By Jennifer Popik, JD, Director, Federal Legislation
Late last week, the House of Representatives voted on H.R. 5, the so-called Equality Act. H.R. 5 passed the House over the objection of National Right to Life as well as numerous other life and value-based organization by a vote of 236-173, on May 16.
The bill was supported by 228 Democrats and 8 Republicans. The bill has been sent to the Senate, but no further action has been announced. Click here to see how your member voted.
While the bulk of the attention went to the other purpose of the legislation, language was also included that poses a major threat to the lives of unborn children.
H.R. 5 snuck in language that could be construed to create a right to demand abortion from health care providers. It would also likely place at risk the authority of state and federal government to prohibit taxpayer-funded abortions.
The current Civil Rights Act prohibits discrimination based on race, color, religion, sex, or national origin in “public accommodations” H.R. 5, among other things, would amend the Civil Rights Act by defining “sex” to include “pregnancy, childbirth, or a related medical condition.”
It is well established that abortion will be regarded as a “related medical condition”.1 H.R. 5 goes on to expand this anti-discrimination provision by stating that “pregnancy, childbirth, or a related medical condition shall not receive less favorable treatment than other physical conditions.”
Importantly, H.R. 5 goes on to add “establishments that provide health care” to the list of covered “public accommodations.” Public accommodations are generally defined as facilities, both public and private, used by the public.
Previous examples include retail stores, rental establishments, and service establishments as well as educational institutions, recreational facilities, and service centers. However, providers of health care would now come under this definition.
Taken together these changes would mean that health care establishments and individuals providing healthcare will be required to provide abortion as a “treatment” for pregnancy.
H.R. 5’s new definition of “public accommodations” includes any “establishment that provides health care” and further includes an additional rule of construction that the term “establishment…shall not be construed to be limited to a physical facility or place.”

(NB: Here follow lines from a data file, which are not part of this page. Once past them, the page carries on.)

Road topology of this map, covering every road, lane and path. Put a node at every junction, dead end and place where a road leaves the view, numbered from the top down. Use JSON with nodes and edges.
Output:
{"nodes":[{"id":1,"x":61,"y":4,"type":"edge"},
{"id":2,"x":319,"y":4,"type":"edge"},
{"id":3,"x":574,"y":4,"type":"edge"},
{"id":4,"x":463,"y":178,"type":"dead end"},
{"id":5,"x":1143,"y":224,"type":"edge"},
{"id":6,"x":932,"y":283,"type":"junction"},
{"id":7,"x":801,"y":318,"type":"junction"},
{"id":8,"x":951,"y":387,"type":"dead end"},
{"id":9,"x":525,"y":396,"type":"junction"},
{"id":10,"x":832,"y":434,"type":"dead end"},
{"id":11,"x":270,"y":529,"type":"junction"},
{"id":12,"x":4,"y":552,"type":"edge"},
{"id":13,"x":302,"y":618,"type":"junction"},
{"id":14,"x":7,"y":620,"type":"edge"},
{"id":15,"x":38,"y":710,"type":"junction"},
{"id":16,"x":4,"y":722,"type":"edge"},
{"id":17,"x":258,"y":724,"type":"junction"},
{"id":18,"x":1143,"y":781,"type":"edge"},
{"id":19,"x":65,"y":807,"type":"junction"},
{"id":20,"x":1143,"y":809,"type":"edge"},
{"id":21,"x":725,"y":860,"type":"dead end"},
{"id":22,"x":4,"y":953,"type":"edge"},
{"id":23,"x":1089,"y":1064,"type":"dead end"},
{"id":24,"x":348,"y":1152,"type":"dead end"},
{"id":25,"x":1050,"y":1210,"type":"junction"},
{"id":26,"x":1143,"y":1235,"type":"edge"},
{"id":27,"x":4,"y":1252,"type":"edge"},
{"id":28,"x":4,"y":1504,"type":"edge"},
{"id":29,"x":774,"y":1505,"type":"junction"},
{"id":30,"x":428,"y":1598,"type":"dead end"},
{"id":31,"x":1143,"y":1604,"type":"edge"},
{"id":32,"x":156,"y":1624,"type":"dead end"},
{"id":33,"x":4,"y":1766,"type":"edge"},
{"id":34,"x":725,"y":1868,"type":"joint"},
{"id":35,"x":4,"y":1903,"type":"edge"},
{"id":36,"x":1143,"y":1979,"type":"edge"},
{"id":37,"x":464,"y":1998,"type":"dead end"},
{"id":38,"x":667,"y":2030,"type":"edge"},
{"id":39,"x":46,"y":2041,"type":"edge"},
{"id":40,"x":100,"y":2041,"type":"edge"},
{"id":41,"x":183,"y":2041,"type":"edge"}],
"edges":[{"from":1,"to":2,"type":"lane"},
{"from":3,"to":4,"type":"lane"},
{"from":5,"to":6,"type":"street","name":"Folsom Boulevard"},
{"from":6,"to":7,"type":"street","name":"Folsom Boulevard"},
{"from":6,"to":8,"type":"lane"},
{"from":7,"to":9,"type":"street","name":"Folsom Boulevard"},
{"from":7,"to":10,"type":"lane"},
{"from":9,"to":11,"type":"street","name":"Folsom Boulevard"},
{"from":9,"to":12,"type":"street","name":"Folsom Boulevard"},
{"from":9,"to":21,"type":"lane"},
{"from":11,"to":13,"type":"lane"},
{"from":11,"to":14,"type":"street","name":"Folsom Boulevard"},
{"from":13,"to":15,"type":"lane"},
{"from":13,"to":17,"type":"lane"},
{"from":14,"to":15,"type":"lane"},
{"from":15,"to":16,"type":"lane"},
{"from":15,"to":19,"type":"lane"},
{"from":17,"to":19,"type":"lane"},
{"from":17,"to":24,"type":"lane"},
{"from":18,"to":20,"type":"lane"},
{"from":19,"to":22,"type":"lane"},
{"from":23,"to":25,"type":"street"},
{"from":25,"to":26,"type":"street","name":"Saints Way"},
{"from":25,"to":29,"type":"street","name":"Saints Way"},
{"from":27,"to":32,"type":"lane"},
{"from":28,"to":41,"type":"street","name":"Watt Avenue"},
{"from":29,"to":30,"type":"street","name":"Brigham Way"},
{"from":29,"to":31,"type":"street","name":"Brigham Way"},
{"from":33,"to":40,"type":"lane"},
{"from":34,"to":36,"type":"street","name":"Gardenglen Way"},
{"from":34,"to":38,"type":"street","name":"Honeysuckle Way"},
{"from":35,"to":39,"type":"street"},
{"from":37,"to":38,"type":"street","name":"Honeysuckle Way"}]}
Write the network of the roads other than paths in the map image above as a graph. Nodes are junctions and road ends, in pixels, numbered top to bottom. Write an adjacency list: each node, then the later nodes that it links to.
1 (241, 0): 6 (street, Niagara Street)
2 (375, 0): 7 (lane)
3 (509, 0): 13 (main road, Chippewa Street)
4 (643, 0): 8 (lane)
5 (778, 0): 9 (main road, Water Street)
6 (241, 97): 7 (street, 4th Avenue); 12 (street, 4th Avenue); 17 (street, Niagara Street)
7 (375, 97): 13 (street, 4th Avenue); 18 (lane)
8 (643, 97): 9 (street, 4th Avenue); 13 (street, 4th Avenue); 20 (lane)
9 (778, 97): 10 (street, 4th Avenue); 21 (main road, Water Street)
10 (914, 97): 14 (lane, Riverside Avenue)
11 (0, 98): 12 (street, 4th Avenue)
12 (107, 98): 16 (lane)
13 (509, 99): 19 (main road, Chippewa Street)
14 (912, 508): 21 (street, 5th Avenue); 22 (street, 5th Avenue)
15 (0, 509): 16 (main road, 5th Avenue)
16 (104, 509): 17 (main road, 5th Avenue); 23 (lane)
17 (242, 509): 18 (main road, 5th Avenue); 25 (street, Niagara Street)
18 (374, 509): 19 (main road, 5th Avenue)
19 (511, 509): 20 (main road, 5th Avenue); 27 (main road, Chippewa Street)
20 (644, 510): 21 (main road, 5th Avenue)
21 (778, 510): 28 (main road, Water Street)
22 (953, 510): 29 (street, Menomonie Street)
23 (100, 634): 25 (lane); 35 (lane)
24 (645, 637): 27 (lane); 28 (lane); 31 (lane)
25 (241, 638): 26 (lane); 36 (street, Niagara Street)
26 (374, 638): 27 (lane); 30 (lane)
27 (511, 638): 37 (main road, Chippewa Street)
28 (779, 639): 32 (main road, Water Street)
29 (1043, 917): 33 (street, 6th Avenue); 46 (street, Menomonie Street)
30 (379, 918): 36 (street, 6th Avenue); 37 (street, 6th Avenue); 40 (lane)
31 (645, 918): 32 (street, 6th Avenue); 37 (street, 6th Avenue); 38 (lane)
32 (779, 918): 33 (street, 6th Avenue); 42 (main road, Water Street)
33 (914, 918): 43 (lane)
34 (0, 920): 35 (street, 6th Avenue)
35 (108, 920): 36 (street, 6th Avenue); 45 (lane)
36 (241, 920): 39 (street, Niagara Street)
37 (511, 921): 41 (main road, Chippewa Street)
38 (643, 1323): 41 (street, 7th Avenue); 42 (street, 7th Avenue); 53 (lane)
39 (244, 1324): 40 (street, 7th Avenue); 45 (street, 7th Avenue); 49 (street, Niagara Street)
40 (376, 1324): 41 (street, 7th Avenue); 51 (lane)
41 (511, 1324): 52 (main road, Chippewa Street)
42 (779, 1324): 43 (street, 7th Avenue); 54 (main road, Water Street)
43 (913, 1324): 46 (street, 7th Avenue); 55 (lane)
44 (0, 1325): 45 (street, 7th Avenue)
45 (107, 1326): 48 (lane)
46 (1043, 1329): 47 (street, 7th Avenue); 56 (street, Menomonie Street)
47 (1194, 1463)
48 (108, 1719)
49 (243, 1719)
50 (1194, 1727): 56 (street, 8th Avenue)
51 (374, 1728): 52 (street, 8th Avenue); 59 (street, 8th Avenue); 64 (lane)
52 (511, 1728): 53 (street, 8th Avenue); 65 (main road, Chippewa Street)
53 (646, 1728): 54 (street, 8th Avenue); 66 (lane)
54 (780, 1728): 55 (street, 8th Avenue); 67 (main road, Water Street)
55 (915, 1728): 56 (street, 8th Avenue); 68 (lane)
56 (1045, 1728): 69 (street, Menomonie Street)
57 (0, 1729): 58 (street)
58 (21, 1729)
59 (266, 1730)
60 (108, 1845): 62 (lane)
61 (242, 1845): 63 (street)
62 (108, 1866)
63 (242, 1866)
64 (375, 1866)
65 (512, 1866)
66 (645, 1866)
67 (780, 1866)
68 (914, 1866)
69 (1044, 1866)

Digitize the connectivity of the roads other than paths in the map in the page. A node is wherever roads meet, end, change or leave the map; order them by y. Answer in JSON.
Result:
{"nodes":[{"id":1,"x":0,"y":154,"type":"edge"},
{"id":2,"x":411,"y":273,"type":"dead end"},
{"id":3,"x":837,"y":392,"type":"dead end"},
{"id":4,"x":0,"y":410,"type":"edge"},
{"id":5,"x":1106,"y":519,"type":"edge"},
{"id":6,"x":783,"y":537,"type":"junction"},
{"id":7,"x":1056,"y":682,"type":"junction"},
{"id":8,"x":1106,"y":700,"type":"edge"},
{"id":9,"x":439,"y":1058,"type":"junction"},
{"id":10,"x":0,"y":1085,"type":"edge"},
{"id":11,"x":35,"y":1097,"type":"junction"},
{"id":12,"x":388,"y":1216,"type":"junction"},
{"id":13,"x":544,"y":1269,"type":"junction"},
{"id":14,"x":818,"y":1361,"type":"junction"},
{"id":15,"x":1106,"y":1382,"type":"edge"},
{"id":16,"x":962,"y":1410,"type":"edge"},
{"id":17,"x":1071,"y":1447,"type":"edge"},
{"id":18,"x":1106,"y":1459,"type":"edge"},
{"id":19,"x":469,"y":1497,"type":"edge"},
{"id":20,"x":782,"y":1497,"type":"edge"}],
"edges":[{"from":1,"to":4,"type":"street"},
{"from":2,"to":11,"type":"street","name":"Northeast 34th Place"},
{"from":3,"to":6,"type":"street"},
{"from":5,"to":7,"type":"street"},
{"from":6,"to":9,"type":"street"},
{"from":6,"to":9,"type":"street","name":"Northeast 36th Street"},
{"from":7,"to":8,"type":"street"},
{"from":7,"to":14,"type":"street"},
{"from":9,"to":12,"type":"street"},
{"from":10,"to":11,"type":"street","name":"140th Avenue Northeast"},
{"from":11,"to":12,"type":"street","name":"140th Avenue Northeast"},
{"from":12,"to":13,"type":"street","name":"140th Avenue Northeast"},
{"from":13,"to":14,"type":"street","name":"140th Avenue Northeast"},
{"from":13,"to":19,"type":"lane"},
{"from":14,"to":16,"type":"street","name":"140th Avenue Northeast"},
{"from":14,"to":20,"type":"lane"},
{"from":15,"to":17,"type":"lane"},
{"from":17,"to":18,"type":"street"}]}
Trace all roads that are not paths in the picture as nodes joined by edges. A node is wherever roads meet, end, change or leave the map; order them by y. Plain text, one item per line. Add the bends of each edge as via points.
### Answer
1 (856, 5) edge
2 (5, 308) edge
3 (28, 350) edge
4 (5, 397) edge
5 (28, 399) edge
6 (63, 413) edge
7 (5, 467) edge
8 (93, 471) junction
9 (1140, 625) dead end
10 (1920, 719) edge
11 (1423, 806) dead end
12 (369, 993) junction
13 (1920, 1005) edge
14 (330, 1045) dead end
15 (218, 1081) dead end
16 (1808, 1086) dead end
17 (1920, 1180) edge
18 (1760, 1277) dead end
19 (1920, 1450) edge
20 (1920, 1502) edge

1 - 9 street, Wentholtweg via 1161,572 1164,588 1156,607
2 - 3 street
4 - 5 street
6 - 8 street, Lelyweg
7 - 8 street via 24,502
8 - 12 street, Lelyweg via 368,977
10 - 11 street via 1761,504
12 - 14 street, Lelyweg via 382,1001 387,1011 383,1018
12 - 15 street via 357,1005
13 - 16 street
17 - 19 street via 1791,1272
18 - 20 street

These provisions would apply to individual health care providers who object to abortion, including those with religious objections. These pro-abortion requirements may also remove the ability of non-physical entities, such as federal and state governments, to exclude abortion from health care coverage, as under the Hyde Amendment.
Historically, when Congress has addressed discrimination based on sex, rules of construction have been added to prevent requiring funding of abortion or nullifying conscience laws. The Congress could have, but Democrats chose not to add any protective language.
But instead of denying that this problem exists, or amending the bill, one organization pushing the legislation suggested that abortion ought to be supporter of the bill has suggested that the issue simply “has to be navigated super carefully.” 2
In late 2018, Executive Director Mara Keisling of the National Center for Transgender Equality said in an interview,
We need to make sure we don’t seem to be sneaking anything into a bill while at the same time we need to do no harm and we need to understand that the reproductive rights movement and the women’s rights movements are two of our greatest allies and two of the movements that are most important to trans people as a whole.”
The author goes on to write, “The worry is that extending sex-based protections to government programs could create a backdoor legal challenge to abortion restrictions like the Hyde amendment, which could potentially threaten whatever conservative support the bill may have.”
Put more clearly, they are acknowledging the abortion connection in the legislation, and were simply trying to keep it out of the public debate on the legislation.
The bill as written may be construed to create a right to demand abortion from health care providers, could lead to unrestricted tax-payer funded abortions, and would destroy conscience protections for health care providers. This dangerous piece of legislation must be stopped.
1.) See 29 C.F.R. pt. 1604 App. (1986) and Doe v. CARS Protection Plus, Inc., 527 F.3d 358 (3d Cir. 2008).